* Instructions for the task
Lines with "dead": pull these out of the listing below.

* Data shown
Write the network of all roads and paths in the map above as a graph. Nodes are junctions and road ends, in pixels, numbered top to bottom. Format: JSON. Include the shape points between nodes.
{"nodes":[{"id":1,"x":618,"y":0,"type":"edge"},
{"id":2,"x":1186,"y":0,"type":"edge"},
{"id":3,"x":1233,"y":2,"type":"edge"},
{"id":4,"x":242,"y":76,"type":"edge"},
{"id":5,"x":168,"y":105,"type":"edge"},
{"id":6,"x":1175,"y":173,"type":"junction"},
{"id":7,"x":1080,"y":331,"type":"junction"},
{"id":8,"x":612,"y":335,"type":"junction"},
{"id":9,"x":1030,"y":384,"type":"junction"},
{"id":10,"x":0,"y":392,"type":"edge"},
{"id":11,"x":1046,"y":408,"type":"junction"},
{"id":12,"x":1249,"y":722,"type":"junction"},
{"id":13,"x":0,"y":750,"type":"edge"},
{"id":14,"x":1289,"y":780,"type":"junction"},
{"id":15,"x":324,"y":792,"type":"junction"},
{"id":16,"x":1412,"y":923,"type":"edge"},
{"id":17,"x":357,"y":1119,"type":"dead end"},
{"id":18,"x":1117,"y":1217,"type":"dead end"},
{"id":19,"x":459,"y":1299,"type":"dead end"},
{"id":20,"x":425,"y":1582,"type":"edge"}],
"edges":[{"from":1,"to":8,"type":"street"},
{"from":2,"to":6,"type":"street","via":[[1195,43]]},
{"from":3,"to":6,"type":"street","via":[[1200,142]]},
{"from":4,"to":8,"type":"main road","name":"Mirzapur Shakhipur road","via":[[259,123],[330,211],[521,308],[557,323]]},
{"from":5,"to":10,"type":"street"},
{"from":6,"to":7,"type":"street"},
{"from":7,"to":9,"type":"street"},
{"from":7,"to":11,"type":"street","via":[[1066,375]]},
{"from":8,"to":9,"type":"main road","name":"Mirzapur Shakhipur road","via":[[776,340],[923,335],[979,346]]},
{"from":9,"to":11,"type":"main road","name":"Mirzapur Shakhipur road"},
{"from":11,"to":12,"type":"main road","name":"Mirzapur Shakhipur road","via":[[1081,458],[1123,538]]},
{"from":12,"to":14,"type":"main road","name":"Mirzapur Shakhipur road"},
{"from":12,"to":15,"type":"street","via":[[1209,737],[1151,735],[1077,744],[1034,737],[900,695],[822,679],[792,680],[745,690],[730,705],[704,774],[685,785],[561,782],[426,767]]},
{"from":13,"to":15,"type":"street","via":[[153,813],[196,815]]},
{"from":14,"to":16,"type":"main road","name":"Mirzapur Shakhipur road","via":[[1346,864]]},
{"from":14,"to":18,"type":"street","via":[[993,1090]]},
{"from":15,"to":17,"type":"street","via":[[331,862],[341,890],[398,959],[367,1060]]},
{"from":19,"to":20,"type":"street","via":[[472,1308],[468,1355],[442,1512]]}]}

* Written solution
{"id":17,"x":357,"y":1119,"type":"dead end"},
{"id":18,"x":1117,"y":1217,"type":"dead end"},
{"id":19,"x":459,"y":1299,"type":"dead end"},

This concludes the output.